(Goal of the exercise)
What lines in the records below include the word "number"? Return each one.
[Opening Input for this task section]
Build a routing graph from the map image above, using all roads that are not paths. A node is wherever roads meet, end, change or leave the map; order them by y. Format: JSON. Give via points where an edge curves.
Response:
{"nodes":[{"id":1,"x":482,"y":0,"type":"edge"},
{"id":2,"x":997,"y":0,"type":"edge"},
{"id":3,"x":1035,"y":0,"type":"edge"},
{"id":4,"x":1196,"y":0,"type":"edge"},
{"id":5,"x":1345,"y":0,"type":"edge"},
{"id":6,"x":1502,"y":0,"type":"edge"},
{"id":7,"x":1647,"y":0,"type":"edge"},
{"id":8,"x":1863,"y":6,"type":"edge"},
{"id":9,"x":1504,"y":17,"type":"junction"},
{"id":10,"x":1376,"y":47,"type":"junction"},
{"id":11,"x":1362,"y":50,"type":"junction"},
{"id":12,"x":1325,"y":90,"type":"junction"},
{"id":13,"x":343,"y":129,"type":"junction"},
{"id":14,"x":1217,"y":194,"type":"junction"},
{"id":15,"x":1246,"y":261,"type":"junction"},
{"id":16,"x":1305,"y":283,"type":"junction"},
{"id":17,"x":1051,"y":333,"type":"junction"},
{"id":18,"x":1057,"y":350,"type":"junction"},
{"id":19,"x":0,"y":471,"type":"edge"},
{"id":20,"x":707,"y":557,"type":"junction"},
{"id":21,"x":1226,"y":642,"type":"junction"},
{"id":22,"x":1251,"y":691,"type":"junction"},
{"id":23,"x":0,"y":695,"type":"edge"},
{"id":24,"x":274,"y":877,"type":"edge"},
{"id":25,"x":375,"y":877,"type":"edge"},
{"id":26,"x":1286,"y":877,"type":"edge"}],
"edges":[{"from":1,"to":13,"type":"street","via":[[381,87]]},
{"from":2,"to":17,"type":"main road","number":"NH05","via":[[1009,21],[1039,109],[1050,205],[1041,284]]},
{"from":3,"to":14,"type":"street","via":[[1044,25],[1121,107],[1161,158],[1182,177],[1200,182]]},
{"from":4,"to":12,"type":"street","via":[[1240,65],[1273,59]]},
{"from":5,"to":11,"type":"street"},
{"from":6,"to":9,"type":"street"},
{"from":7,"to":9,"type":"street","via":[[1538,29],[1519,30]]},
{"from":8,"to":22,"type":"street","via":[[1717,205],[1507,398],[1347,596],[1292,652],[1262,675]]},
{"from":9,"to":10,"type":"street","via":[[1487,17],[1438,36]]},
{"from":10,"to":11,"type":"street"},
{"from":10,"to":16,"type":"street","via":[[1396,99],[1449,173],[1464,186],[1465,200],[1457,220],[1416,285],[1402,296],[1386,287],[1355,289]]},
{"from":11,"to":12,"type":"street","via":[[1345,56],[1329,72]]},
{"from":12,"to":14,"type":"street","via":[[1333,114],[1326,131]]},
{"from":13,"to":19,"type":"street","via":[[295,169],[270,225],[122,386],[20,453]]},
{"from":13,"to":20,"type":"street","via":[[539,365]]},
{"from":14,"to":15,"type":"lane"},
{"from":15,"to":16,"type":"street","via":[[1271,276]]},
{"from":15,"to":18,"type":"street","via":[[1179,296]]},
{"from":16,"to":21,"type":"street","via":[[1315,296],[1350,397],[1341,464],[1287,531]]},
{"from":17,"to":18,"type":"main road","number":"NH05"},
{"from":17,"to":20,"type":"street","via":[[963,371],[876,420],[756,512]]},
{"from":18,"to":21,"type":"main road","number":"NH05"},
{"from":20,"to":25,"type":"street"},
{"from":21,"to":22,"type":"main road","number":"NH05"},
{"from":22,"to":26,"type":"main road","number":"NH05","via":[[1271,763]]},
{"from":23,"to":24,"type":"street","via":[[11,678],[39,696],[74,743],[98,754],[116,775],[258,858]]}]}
[Closing Input for this task section]
(Response below)
{"from":2,"to":17,"type":"main road","number":"NH05","via":[[1009,21],[1039,109],[1050,205],[1041,284]]},
{"from":17,"to":18,"type":"main road","number":"NH05"},
{"from":18,"to":21,"type":"main road","number":"NH05"},
{"from":21,"to":22,"type":"main road","number":"NH05"},
{"from":22,"to":26,"type":"main road","number":"NH05","via":[[1271,763]]},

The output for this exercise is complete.